I know that Mongoid v3+ supports batch inserts via Model.collection.insert()
. However, I don't think it supports batch updates where the attributes differ for each record (so I don't think update_all
would work either). Is there a way to do batch update/upsert instead of a single-record lookup & update?
Here's a simplified example in which I have 2 models:
class Product
...
has_and_belongs_to_many :lists
end
class List
...
has_and_belongs_to_many :products
end
When a new Product
is created, I associate it with one or more Lists
. However, I also need to update the Product
attributes daily without losing the List
reference info (I'm ok that validation on Product
doesn't run).
One way, without using batch, is to call find_or_initialize_by
on Product
and update the attributes. But doing so for 10K-1M+ records is very time consuming.
Another way, which uses batch insert, is to do Product.delete_all
and then Product.collection.insert(...)
, but that creates new product_ids
and the relationship with List
is no longer maintained.
Is there a way to do batch update or upsert in this example?

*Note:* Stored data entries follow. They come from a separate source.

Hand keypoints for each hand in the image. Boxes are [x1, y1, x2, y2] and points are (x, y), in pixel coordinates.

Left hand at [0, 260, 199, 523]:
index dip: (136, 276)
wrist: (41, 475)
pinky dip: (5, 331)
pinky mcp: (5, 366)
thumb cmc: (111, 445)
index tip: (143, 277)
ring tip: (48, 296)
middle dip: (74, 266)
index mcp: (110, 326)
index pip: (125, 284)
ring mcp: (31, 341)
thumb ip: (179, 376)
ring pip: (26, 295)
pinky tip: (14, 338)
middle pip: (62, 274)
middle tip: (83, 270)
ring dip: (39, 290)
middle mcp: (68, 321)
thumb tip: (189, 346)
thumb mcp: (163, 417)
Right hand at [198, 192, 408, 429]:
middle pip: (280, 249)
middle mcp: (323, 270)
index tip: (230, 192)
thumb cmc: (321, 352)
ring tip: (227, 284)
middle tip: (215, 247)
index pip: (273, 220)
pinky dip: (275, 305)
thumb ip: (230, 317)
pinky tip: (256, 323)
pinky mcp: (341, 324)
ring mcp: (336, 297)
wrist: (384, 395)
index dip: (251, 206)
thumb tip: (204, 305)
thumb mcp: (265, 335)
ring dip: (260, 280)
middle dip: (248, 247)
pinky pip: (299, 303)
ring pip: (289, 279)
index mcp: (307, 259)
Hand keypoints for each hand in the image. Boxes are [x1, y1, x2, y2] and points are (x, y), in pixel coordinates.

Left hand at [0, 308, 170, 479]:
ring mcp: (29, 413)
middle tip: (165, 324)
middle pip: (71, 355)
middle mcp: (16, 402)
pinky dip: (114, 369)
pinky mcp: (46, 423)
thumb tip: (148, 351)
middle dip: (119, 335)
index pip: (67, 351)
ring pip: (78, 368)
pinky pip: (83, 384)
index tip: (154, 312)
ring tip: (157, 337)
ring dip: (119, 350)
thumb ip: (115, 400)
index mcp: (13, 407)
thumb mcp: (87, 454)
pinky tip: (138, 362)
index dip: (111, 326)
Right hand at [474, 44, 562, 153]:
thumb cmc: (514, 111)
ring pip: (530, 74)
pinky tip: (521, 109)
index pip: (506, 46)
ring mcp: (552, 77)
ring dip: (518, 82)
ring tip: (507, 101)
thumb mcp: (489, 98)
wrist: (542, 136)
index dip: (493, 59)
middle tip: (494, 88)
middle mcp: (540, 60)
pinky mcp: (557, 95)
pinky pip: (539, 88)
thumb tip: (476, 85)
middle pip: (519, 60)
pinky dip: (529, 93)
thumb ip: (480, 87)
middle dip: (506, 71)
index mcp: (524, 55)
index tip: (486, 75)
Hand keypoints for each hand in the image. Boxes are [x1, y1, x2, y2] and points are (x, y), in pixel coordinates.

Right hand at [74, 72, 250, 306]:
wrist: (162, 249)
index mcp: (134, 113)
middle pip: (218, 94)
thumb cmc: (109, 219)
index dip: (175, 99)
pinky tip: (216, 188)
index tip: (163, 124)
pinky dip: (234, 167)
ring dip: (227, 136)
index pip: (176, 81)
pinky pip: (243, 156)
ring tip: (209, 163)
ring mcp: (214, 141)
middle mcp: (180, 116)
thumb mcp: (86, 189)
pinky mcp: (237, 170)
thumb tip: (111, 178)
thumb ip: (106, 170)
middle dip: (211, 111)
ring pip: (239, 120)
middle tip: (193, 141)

MongoDB 2.6 supports the update
command, see http://docs.mongodb.org/manual/reference/command/update/
Mongoid.default_session
gives you corresponding access to the command
method at the MongoDB database level.
The following example shows how to construct and issue a bulk update command that should answer your question.

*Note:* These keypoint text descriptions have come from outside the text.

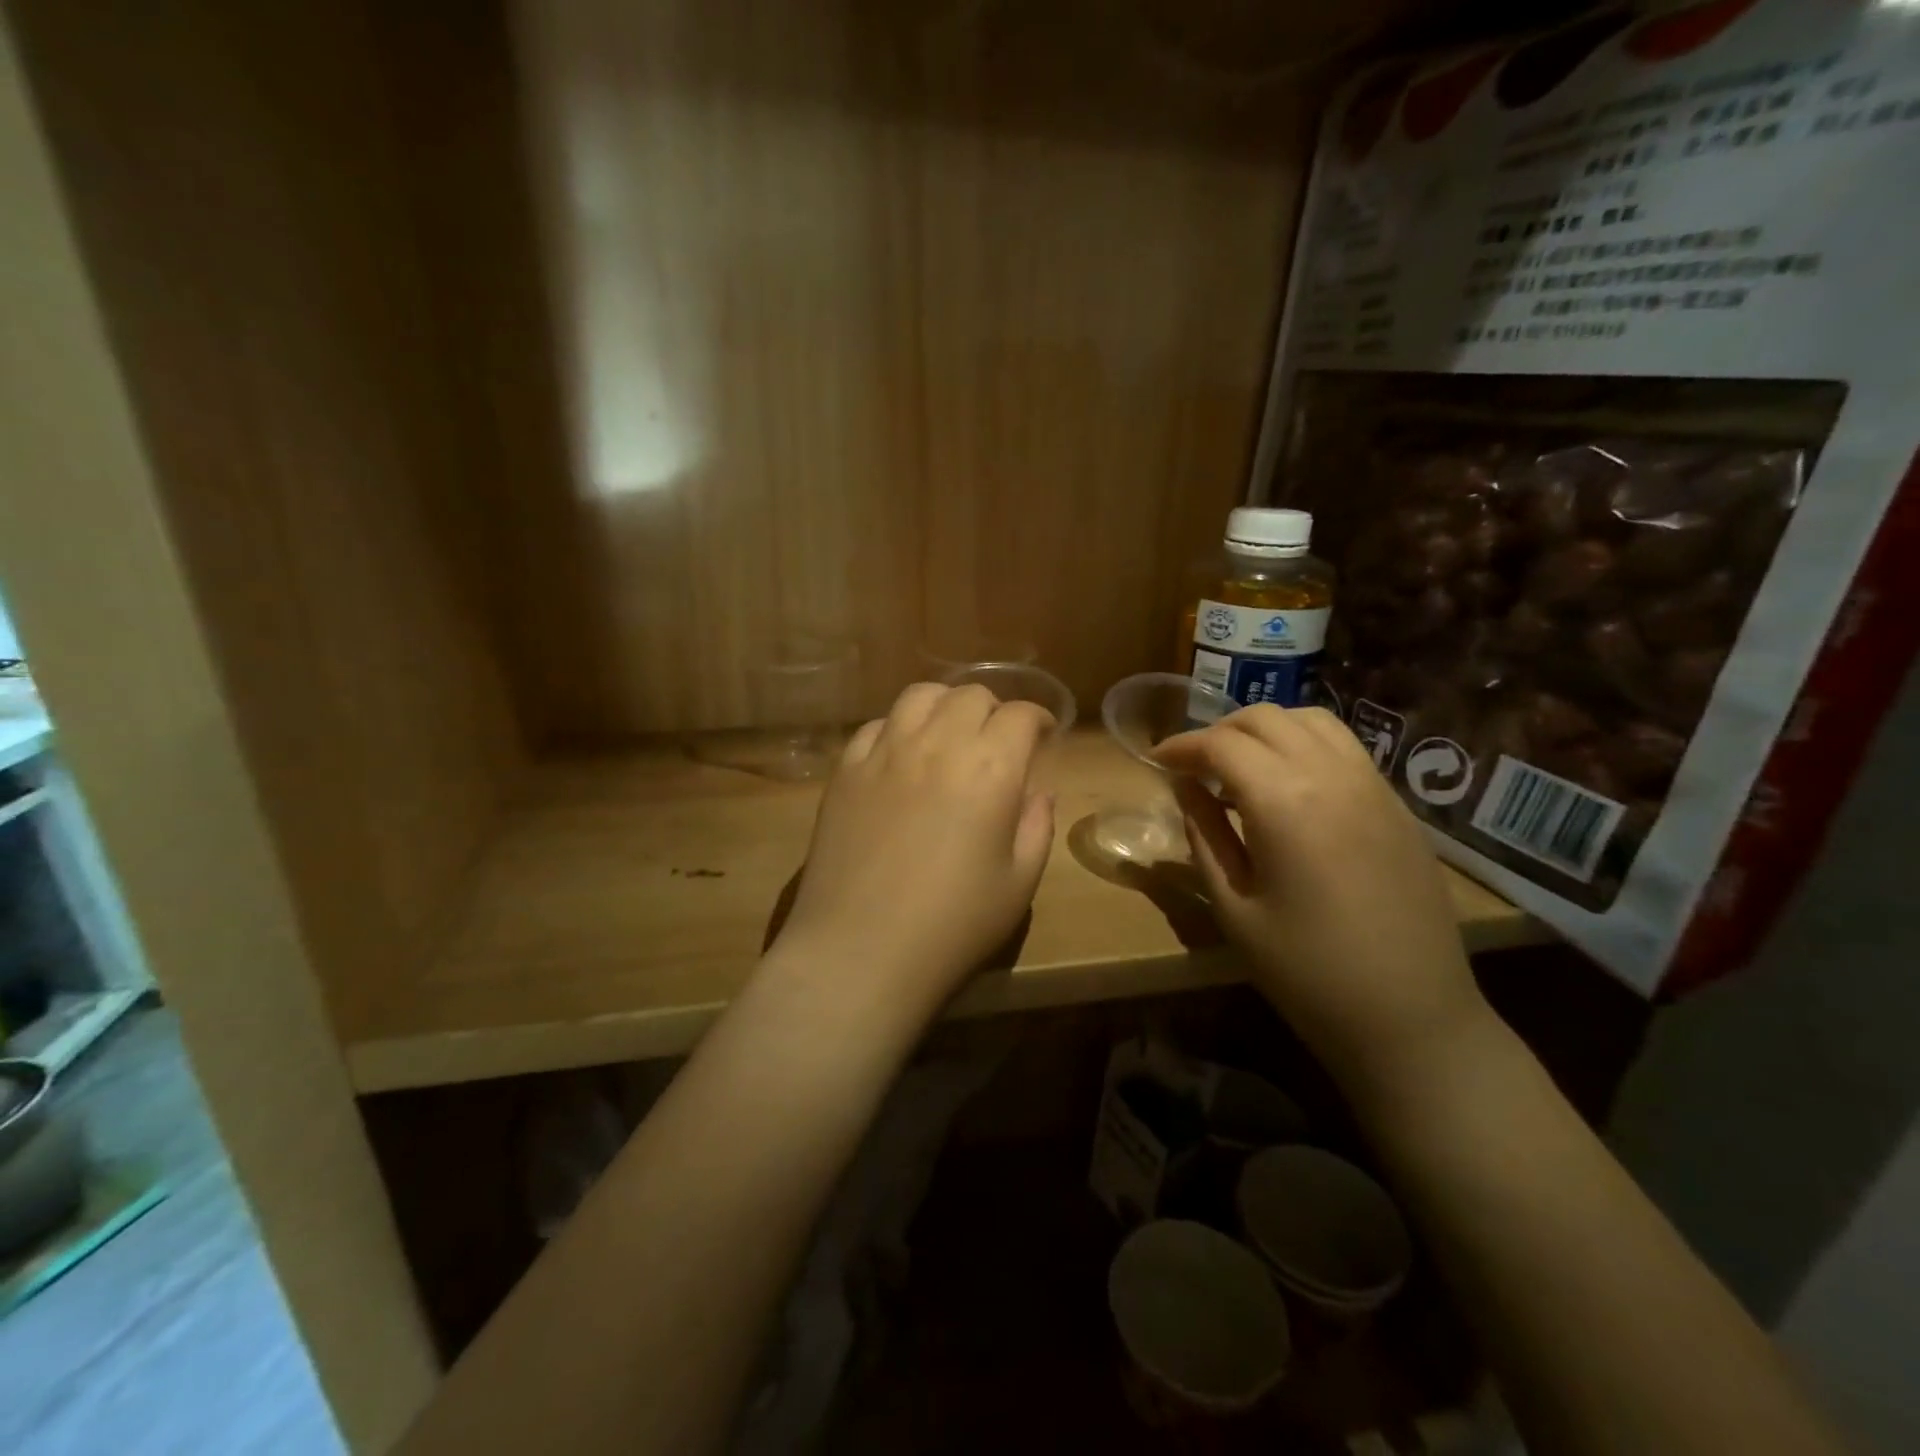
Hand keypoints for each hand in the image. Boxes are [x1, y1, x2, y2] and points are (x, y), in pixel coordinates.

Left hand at [772, 682, 1056, 1019]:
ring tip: (948, 735)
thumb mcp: (1019, 884)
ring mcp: (884, 752)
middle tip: (997, 743)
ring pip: (919, 696)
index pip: (1021, 715)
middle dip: (994, 711)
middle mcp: (938, 743)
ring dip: (944, 706)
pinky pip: (875, 725)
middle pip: (971, 695)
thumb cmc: (953, 926)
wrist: (861, 951)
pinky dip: (898, 729)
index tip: (1043, 738)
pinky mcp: (845, 769)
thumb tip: (1036, 792)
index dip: (1039, 720)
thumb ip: (1036, 827)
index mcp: (991, 768)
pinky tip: (901, 757)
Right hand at [1153, 705, 1487, 1080]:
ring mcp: (1373, 786)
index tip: (1156, 761)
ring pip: (1311, 721)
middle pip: (1265, 719)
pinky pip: (1344, 747)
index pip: (1221, 745)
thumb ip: (1204, 836)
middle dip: (1219, 731)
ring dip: (1265, 730)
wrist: (1412, 1018)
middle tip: (1193, 766)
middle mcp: (1332, 776)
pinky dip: (1304, 744)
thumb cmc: (1306, 972)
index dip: (1181, 746)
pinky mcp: (1397, 805)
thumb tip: (1184, 788)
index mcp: (1284, 802)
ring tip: (1241, 766)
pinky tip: (1290, 785)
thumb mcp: (1234, 907)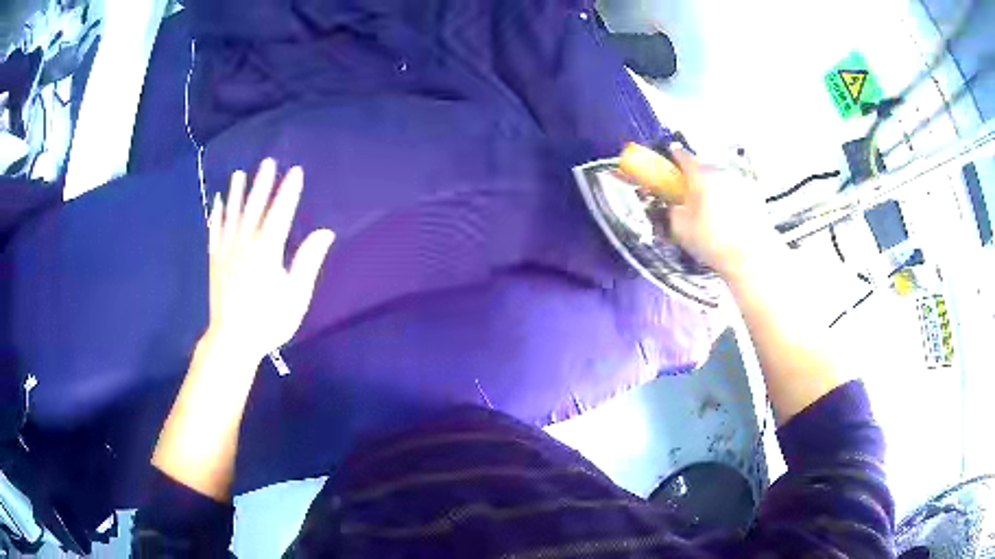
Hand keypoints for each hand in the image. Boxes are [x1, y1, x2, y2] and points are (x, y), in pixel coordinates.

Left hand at [206, 159, 334, 358]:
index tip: (295, 171)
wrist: (232, 341)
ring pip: (232, 215)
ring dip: (237, 193)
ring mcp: (227, 251)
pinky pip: (215, 231)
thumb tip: (325, 232)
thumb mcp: (295, 296)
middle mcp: (245, 243)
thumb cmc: (268, 321)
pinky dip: (216, 215)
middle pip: (255, 208)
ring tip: (239, 174)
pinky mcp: (215, 261)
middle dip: (262, 184)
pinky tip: (216, 202)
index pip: (280, 213)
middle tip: (267, 162)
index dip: (289, 191)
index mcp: (267, 250)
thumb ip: (308, 261)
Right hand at [642, 144, 782, 280]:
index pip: (684, 156)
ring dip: (714, 186)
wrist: (750, 256)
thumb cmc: (712, 240)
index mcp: (701, 175)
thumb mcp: (680, 228)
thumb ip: (673, 210)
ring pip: (721, 178)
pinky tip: (729, 215)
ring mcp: (740, 181)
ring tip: (712, 205)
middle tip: (692, 190)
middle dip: (697, 175)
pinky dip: (729, 196)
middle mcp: (721, 171)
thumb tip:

The output shows the 10 lists,
comparison of individual versus bulk-update run times,
a dump of the Product collection showing updated stock counts,
and the structure of the bulk update command.
Even in this simple demo, there is significant performance improvement with bulk updates versus individual updates.

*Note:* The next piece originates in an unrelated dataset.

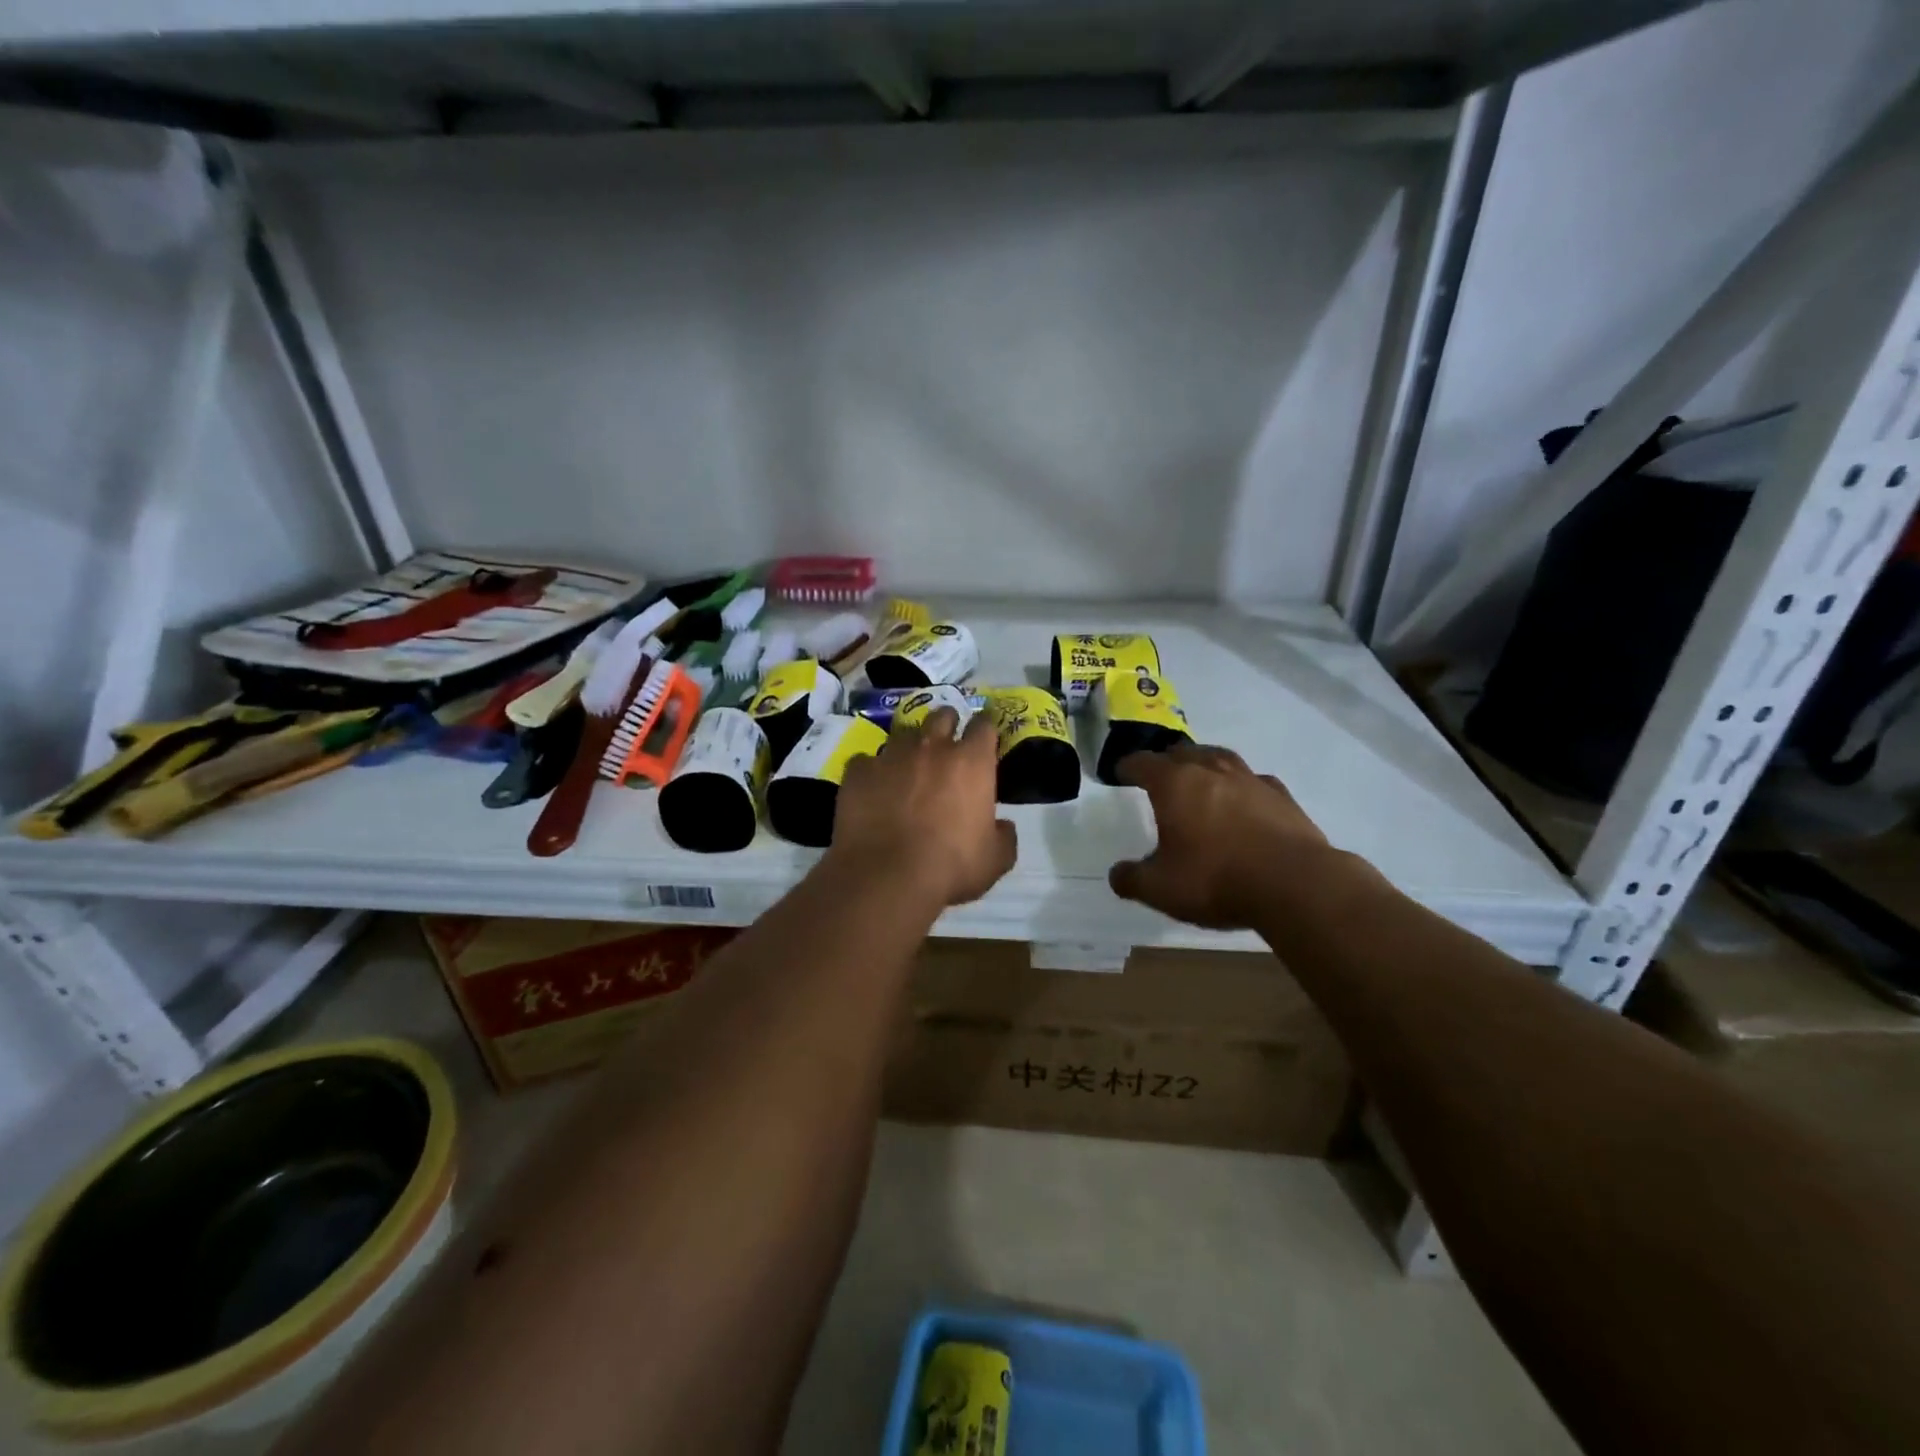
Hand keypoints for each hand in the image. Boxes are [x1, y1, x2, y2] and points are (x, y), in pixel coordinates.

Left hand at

The Ruby 'mongo' 1.x driver supports a fluent API for bulk writes, this will also be supported by the new Ruby 'mongo' 2.0 driver that will eventually find its way into Mongoid. Mongoid v3+ currently uses the Moped driver which does not have a fluent API for bulk write. But as demonstrated here, it is fairly straightforward to construct and directly issue a bulk write (bulk update) command in Mongoid/Moped via the Session#command method.
Hope that this helps.
app/models/product.rb
class Product
include Mongoid::Document
field :name, type: String
field :stock, type: Integer, default: 0
has_and_belongs_to_many :lists, index: true
end
app/models/list.rb
class List
include Mongoid::Document
field :name, type: String
has_and_belongs_to_many :products
end
test/unit/product_test.rb
require 'test_helper'
require 'benchmark'
require 'pp'
class ProductTest < ActiveSupport::TestCase
def setup
@session = Mongoid.default_session
@session.drop
end
test '0. mongoid version' do
puts "\nMongoid::VERSION:#{Mongoid::VERSION}\nMoped::VERSION:#{Moped::VERSION}"
end
def individual_updates(list_ids, repetitions)
repetitions.times do
list_ids.each_with_index do |list_id, index|
Product.where(:list_ids => list_id).update_all({'$inc' => {'stock' => index}})
end
end
end
def bulk_command(list_ids, repetitions)
updates = []
repetitions.times do
list_ids.each_with_index do |list_id, index|
updates << {'q' => {'list_ids' => list_id}, 'u' => {'$inc' => {'stock' => index}}, 'multi' => true}
end
end
{ update: Product.collection_name.to_s, updates: updates, ordered: false }
end
def bulk_updates(list_ids, repetitions)
@session.command(bulk_command(list_ids, repetitions))
end
test 'x' do
puts
[
['ASUS MeMO Pad FHD 10', ['ASUS', 'tablet', 'Android']],
['Apple iPad Air Wi-Fi + Cellular 128GB - Silver', ['Apple', 'tablet', 'iOS']],
['Apple iPad mini with Retina display Wi-Fi + Cellular 128GB - Silver', ['Apple', 'tablet', 'iOS']],
['Apple iPhone 5c 32GB Green', ['Apple', 'phone', 'iOS']],
['Apple iPhone 5s 64GB Space Gray', ['Apple', 'phone', 'iOS']],
['LG G Pad 8.3 Tablet', ['LG', 'tablet', 'Android']],
['LG Google Nexus 5 White', ['LG', 'phone', 'Android']],
['Microsoft Surface 7ZR-00001', ['Microsoft', 'tablet', 'Windows 8 RT']],
['Samsung Galaxy S4 I9500', ['Samsung', 'phone', 'Android']],
['Samsung Galaxy Tab S 8.4', ['Samsung', 'tablet', 'Android']]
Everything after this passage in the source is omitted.